__TASK INSTRUCTIONS__.
Return each line of the records below in which the string "function" turns up.

(Dataset entries)

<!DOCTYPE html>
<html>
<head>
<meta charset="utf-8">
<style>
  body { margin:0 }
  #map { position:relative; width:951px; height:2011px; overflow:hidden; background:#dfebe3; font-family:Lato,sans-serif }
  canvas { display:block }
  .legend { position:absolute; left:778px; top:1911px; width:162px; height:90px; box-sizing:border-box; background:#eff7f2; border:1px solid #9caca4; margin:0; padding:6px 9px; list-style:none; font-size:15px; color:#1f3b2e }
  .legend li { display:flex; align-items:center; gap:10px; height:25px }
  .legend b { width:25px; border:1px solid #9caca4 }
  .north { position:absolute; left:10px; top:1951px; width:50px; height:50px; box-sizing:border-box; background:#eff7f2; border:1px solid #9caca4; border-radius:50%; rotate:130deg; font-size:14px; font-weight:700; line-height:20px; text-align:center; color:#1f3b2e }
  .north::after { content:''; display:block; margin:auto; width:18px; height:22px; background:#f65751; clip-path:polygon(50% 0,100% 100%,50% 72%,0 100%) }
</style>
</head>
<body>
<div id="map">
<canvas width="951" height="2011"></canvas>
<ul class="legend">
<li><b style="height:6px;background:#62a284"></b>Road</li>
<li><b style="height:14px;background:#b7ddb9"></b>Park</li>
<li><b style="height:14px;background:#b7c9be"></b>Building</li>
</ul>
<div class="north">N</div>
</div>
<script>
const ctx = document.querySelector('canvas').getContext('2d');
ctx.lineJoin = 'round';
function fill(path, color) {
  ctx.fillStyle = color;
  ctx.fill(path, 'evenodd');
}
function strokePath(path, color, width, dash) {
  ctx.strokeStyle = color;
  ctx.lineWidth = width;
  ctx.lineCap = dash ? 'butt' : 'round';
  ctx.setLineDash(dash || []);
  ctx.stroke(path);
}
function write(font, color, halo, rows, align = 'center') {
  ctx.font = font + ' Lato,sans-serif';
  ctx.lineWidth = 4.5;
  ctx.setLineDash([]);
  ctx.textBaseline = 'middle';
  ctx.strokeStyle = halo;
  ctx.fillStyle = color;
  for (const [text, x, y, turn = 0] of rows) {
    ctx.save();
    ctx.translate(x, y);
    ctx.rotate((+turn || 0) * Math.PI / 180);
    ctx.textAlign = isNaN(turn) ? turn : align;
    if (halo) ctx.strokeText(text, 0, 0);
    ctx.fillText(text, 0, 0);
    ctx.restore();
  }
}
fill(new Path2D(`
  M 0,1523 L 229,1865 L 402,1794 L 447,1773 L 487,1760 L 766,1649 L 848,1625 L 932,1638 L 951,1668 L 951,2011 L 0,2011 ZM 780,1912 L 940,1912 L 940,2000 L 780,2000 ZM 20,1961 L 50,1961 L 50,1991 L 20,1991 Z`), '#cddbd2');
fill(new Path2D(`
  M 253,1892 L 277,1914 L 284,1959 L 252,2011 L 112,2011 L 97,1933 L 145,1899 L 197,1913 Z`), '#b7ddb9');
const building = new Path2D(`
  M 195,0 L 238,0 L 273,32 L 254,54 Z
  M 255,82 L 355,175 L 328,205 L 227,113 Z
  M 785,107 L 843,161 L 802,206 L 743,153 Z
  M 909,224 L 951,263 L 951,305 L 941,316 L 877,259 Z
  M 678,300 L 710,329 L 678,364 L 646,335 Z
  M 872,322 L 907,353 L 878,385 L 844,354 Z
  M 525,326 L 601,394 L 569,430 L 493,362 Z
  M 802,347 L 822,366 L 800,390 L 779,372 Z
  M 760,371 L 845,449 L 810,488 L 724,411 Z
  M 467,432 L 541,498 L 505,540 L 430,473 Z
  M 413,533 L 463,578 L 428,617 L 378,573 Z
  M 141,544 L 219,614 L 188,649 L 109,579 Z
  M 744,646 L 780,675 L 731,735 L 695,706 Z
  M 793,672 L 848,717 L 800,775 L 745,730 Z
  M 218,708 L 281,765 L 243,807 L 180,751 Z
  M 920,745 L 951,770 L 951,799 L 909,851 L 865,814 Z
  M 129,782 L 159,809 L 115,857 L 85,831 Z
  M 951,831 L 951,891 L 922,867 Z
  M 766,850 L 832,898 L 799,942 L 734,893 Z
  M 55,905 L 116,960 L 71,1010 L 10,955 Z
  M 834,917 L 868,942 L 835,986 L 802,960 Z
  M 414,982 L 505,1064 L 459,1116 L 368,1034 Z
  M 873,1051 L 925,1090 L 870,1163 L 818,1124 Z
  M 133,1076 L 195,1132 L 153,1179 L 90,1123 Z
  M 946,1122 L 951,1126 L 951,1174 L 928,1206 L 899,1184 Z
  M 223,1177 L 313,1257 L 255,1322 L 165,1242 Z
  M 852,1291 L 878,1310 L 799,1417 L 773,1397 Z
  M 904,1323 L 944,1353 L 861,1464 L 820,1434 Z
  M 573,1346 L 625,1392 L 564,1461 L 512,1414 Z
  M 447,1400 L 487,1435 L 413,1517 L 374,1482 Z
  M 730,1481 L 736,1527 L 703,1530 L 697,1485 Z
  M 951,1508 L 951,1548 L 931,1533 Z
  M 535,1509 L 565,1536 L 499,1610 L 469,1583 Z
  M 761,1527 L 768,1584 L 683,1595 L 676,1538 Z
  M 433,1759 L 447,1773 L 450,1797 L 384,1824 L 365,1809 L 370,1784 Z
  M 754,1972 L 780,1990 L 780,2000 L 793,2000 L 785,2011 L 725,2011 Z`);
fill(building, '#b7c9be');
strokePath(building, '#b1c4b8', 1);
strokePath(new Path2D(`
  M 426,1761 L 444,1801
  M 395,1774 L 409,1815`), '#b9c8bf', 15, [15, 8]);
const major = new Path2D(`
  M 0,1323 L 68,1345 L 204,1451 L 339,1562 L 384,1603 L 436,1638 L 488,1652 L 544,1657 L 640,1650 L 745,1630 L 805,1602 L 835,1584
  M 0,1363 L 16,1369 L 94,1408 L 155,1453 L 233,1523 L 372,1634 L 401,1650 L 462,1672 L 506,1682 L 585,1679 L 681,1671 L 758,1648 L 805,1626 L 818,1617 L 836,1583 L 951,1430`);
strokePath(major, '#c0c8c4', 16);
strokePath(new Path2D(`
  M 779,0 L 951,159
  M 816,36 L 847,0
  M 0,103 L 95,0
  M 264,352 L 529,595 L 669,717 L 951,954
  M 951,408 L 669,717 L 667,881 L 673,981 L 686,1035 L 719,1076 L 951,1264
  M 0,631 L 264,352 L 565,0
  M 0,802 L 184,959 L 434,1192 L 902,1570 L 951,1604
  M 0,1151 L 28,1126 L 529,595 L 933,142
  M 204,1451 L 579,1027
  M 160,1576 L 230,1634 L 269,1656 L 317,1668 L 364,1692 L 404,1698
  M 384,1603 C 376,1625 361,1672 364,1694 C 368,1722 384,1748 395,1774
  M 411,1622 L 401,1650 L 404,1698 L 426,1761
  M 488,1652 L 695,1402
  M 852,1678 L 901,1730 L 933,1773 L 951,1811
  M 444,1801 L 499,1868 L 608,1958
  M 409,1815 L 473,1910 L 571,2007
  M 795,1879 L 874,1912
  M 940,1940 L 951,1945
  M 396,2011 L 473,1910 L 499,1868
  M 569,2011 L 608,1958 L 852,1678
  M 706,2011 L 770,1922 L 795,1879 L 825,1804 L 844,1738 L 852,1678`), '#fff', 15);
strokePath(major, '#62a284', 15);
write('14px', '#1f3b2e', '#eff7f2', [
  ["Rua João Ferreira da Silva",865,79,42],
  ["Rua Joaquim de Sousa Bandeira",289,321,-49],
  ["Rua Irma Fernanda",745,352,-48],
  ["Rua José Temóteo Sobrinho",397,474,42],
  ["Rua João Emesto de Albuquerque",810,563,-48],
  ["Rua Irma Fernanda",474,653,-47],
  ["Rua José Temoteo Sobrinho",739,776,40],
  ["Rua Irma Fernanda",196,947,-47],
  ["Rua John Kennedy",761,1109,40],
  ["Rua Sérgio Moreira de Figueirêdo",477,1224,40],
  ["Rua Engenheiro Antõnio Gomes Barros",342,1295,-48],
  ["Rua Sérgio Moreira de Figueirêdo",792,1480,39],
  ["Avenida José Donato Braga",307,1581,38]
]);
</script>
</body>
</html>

__REPLY__.
function fill(path, color) {
function strokePath(path, color, width, dash) {
function write(font, color, halo, rows, align = 'center') {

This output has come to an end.